IT業界は日進月歩の技術革新で、企業の浮き沈みが激しい。企業寿命30年説はこの業界では特に異を唱える話でもない。むしろ、30年も生き延びる企業は珍しいかもしれない。中村真規氏がオーナー社長である「デジック」は、その前身時代から数えて30年以上経っている。
筆者は「知識情報処理研究振興会」を組織していた頃があって、同会で「北海道ベンチュアランド企業群」という、北海道のIT企業紹介本を1984年に刊行している。あれから30年経って、本に収録している企業や経営者で、現在も続いて仕事をしているのはわずかである。
業界団体もしかりである。同書に名前を連ねている「北海道マイクロコンピュータシステム工業会」(代表幹事 故北島健一氏)、「北海道ソフトウエア事業協同組合」(理事長 川端貞夫)、北海道ソフトウェア協会(会長 故小林英愛氏)は今は無い。
中村氏の会社は同書には「NC情報処理(株)」で紹介されている。NCの名前がついているのでNumerical Controlの連想で、そのような業種に関連する会社かと当時思っていた。今回、中村氏のインタビューで、氏の改名以前の名前「中村力」の頭文字であると聞いて、そうだったのかという思いである。中村氏は2001年に「真規(まさき)」と改名して、会社の名前も「デジック」に変えている。

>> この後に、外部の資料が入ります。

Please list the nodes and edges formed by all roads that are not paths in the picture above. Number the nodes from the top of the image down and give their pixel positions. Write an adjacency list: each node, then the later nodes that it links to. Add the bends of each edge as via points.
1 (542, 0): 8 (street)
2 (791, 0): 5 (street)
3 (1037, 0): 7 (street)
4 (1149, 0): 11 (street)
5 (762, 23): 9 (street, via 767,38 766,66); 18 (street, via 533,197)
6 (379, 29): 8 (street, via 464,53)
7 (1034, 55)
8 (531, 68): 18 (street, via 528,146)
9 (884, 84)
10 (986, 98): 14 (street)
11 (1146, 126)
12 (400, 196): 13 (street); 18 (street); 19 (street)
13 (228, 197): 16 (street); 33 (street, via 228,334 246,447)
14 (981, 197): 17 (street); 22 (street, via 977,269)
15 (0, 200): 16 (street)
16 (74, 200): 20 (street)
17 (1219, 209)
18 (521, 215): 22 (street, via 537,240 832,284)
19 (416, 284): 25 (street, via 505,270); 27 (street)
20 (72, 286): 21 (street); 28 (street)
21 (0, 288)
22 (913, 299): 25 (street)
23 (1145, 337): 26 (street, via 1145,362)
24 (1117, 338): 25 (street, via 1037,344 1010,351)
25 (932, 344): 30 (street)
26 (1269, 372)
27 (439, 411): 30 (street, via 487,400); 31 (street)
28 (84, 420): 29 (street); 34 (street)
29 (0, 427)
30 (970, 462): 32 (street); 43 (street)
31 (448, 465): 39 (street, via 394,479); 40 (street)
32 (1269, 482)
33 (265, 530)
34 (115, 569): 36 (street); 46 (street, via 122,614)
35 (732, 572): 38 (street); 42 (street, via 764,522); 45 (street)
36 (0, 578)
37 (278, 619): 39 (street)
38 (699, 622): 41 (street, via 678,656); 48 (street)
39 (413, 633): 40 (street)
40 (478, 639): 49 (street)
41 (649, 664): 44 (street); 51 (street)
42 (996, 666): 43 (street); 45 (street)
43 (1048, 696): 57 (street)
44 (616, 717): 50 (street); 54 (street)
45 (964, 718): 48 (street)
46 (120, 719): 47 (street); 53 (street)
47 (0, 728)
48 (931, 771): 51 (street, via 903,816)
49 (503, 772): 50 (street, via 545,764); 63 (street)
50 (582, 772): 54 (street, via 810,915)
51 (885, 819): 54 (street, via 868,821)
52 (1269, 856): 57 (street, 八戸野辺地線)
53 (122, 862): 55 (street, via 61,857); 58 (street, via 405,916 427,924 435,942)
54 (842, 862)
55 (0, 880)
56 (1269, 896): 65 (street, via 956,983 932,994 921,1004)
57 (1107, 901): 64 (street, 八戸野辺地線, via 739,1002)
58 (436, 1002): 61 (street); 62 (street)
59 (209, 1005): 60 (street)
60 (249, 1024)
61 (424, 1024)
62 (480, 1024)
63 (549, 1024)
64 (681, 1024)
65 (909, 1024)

中村氏は1947年生まれで、青山学院大学経営学部を卒業し、日本ユニシス(旧バローズ)勤務を経て札幌で起業している。現在の会社は運輸や通信の管理システムの開発を行っている。仕事の9割方は東京からのものである。東京の企業が中国などに仕事を発注するオフショアに対して、北海道の人件費が中国よりは高くても、東京よりは低めの優位性を生かしたニアショアでやっているとのことである。中国のオフショアに対する北海道のニアショアの売り込みの決め台詞は、北海道は「反日的ではない」との冗談が飛び出す。

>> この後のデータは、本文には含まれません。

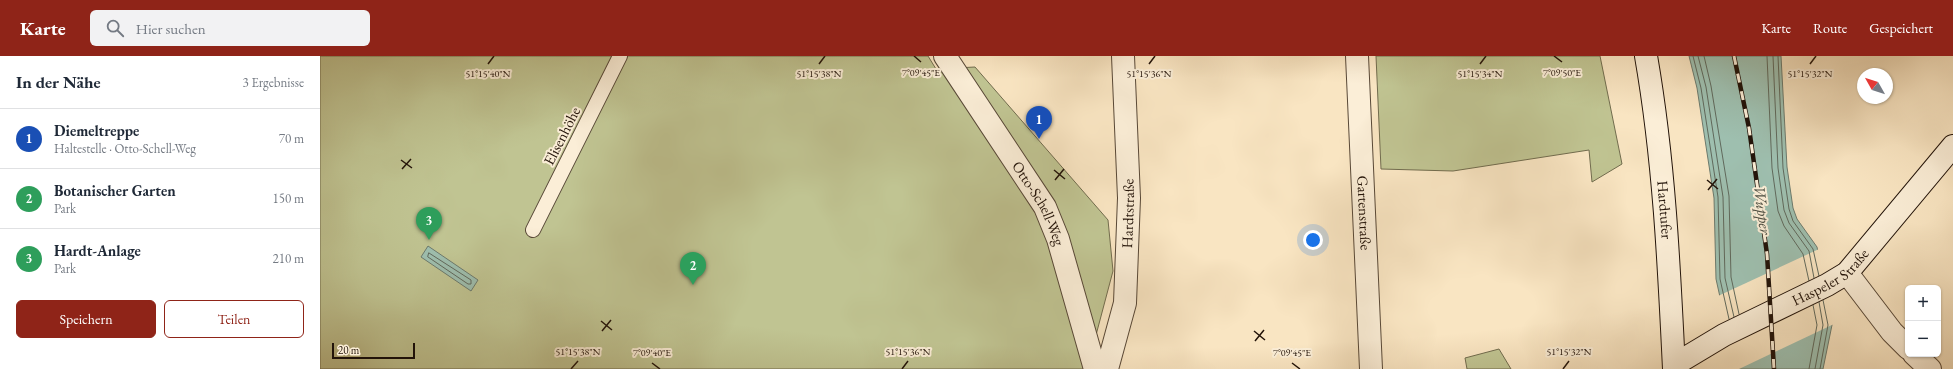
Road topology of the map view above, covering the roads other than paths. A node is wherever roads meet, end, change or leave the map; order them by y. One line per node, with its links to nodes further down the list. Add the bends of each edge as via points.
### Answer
1 (620, 56): 7 (lane, Elisenhöhe)
2 (945, 56): 11 (street, Otto-Schell-Weg, via 1045,207 1058,239)
3 (1123, 56): 12 (street, Hardtstraße, via 1129,198 1125,303)
4 (1357, 56): 13 (street, Gartenstraße)
5 (1646, 56): 10 (street, Hardtufer, via 1654,100 1665,213)
6 (1953, 146): 8 (street, Haspeler Straße)
7 (533, 230)
8 (1847, 273): 9 (street); 10 (street, Haspeler Straße, via 1724,335)
9 (1905, 345)
10 (1674, 367)
11 (1094, 369)
12 (1107, 369)
13 (1371, 369)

海外はロシアのウラジオストックで企業連携を行っているとのことである。札幌のIT産業を1兆円の大台に乗せるには、技術者をはじめとする人材を集める必要があるとの持論である。人材養成にも関連して、京都情報大学院大学のサテライト教室を同社内に設けて、自ら同校の教授も務めてている。講義科目を聞くと「IT企業実践論」と答えが返ってくる。
北海道IT推進協議会の会長を務めたことがあり、現在は北海道情報システム産業協会の会長や北海道コンピュータ関連産業健康保険組合の理事長、その他の団体の役職に就いている。ご本人言では、組織を作るのが好きだとのことである。
組織作りは趣味には入らないと思うので、改めて趣味は何かと質問すると、カメラと写真撮影かな、との答えである。かなり以前の話になるけれど、中村氏は料理屋も経営していたことがあった。ITと料理屋が結びつかないので質問してみると、自分の好きな物を食べさせてくれる店を探していて、いっそのこと自分で作ってしまえ、と始めたとのことである。この店は今は無い。
北海道ソフトウェア協会があった頃、会長の小林英愛(ひでちか)氏と副会長の中村氏のコンビが長く続いた。小林氏はワインに凝っていて、ソムリエの資格を持っていたはずである。小林氏が、自分はソムリエではなく「ノムリエ」であると言っていたのを記憶に留めている。その小林氏も今は故人である。